A Fé de Abraão: Um Exemplo para Mulheres de Todas as Gerações

Introdução: Queridas irmãs, hoje vamos mergulhar na passagem de Romanos 4:1-13 e refletir sobre a fé inabalável de Abraão. Essa história poderosa nos ensina lições profundas sobre confiar em Deus e nos desafia a vivermos uma vida de fé corajosa. Vamos explorar como podemos aplicar esses princípios em nossas próprias vidas como mulheres de fé. I. A Justificação Pela Fé (Romanos 4:1-5) Nesse trecho, o apóstolo Paulo destaca que Abraão foi justificado pela fé, e não pelas obras da lei.

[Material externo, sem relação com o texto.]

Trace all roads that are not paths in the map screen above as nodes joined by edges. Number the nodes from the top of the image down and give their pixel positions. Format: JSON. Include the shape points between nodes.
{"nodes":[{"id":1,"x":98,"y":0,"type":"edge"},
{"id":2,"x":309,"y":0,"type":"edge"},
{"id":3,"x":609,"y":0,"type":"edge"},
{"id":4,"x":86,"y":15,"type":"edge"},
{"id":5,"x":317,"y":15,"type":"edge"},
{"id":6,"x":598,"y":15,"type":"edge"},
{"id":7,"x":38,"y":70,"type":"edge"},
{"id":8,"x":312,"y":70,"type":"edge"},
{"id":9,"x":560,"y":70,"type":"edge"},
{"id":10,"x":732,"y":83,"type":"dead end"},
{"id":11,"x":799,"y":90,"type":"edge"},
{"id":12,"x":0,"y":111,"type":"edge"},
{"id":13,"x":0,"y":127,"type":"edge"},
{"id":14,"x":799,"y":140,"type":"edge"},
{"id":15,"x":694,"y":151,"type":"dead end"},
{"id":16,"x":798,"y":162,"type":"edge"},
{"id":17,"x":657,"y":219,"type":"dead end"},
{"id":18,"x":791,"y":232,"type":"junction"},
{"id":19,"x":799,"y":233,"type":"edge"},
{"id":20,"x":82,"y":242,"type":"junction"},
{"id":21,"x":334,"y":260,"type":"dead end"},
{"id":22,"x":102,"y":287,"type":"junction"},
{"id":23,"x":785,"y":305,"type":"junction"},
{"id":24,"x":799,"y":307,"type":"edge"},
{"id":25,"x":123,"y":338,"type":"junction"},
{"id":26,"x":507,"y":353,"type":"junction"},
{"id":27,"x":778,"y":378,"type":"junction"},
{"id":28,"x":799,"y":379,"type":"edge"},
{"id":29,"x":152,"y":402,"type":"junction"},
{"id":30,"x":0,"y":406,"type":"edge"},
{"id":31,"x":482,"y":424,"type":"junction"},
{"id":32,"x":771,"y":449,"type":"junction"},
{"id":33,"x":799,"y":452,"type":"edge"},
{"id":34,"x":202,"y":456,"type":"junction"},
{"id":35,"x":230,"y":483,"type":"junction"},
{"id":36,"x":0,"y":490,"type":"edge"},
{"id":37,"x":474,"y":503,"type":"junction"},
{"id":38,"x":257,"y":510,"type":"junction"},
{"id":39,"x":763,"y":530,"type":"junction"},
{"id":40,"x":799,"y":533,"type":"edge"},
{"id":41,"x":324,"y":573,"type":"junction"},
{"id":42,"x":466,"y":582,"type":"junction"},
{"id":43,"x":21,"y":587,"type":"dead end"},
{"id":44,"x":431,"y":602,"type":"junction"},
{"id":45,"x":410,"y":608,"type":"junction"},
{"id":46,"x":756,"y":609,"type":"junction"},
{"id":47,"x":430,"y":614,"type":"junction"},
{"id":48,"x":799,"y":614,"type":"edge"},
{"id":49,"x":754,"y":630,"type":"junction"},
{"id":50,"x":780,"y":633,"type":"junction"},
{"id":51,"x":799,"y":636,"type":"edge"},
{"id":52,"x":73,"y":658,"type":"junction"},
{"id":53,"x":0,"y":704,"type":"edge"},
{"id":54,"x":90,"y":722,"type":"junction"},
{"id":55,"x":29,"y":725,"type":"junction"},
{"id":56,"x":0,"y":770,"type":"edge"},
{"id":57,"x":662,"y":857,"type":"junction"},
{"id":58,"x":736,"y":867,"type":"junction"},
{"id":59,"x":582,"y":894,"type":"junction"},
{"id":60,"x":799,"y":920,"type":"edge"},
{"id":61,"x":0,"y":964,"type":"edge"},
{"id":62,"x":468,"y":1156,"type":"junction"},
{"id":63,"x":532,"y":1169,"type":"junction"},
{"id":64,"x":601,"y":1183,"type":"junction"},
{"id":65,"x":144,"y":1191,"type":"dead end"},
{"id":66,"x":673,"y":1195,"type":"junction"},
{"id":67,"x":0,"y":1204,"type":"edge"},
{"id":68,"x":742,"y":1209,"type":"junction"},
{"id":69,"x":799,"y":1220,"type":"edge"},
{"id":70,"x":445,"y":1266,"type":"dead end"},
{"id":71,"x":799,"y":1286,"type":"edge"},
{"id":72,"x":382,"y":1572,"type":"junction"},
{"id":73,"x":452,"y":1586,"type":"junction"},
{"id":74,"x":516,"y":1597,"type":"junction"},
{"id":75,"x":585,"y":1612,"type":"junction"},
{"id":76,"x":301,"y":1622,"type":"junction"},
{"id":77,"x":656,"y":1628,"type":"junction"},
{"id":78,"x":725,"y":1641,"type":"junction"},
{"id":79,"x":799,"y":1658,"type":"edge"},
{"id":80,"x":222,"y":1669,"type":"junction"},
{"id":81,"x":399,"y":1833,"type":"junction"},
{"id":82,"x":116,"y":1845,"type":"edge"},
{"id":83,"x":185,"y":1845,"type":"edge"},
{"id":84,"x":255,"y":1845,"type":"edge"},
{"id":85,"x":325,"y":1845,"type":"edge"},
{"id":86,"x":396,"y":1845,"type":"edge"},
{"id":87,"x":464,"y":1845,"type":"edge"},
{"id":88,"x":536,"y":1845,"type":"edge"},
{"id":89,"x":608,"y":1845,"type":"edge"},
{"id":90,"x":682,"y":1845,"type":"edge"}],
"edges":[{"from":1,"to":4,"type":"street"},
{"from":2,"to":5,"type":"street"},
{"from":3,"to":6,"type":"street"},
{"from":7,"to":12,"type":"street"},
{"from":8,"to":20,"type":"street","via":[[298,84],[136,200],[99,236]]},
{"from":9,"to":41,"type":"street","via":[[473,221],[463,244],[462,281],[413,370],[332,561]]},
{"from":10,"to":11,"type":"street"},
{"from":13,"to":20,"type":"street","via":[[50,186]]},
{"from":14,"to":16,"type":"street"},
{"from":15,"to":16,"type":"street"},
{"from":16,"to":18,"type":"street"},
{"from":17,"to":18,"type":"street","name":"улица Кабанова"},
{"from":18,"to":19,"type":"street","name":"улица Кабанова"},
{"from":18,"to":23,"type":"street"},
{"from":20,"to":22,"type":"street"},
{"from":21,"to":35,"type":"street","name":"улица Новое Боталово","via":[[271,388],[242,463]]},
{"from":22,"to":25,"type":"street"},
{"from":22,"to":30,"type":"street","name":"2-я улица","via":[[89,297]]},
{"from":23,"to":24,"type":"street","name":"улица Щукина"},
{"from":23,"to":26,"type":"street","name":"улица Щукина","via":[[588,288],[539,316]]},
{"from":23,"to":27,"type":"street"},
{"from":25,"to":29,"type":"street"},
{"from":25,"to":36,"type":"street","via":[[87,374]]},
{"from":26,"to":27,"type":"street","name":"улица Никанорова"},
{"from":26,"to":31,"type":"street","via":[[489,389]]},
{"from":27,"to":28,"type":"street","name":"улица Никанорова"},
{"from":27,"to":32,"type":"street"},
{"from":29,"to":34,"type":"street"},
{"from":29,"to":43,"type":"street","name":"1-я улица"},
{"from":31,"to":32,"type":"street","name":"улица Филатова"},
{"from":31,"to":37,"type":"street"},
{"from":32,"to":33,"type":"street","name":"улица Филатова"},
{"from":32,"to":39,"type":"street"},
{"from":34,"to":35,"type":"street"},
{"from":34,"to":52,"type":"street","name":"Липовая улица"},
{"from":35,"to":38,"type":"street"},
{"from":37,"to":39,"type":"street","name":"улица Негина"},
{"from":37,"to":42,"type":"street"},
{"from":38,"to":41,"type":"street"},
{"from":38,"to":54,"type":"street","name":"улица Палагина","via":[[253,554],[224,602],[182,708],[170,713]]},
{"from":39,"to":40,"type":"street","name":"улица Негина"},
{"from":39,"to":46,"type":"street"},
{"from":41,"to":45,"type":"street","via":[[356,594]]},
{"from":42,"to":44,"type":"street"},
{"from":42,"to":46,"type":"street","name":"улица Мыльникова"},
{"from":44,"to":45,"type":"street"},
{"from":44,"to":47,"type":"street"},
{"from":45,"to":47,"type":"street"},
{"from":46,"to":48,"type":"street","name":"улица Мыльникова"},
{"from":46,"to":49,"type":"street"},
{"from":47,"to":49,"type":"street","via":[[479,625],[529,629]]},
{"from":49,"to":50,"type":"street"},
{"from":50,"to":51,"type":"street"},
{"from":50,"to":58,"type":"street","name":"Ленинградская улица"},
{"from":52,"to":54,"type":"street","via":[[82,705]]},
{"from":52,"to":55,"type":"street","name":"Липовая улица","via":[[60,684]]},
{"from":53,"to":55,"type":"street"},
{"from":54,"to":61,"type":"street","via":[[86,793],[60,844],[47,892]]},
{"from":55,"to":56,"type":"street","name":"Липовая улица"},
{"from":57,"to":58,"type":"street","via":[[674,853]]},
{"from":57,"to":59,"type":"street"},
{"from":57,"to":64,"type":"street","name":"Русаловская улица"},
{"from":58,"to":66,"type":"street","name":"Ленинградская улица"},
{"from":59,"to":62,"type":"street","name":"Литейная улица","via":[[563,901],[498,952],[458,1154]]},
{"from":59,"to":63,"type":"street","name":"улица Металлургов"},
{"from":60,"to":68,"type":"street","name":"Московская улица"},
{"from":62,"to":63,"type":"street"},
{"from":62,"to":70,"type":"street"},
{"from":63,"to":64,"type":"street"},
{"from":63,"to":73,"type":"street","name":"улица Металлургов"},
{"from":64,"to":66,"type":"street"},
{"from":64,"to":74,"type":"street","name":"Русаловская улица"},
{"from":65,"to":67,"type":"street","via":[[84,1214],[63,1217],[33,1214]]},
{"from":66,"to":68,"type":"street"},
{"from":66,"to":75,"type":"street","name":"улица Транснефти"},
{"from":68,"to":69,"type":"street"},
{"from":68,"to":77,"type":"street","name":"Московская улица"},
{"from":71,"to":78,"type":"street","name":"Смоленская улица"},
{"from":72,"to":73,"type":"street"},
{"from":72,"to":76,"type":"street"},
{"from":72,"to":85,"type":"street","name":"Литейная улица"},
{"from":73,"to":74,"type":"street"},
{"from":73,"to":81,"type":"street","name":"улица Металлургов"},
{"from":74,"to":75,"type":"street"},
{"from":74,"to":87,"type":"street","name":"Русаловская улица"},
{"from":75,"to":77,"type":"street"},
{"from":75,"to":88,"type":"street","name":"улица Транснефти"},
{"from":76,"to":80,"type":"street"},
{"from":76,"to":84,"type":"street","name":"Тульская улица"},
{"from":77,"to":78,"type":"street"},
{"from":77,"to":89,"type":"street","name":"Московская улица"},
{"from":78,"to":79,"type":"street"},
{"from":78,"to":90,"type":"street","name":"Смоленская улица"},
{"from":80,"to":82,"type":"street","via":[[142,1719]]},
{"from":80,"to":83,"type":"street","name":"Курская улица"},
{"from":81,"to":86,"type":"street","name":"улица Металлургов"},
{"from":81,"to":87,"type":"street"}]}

Isso nos ensina que a salvação e o favor de Deus não são alcançados por nossos próprios méritos, mas sim pela fé em Cristo Jesus. - Aplicação: Como mulheres, muitas vezes nos sentimos pressionadas a realizar e ser perfeitas em todas as áreas de nossas vidas. No entanto, a mensagem aqui é libertadora. Podemos descansar na certeza de que nossa salvação e relacionamento com Deus não se baseiam em nossos esforços, mas sim na graça e no amor de Deus. Isso nos encoraja a abandonar a autossuficiência e a confiar p...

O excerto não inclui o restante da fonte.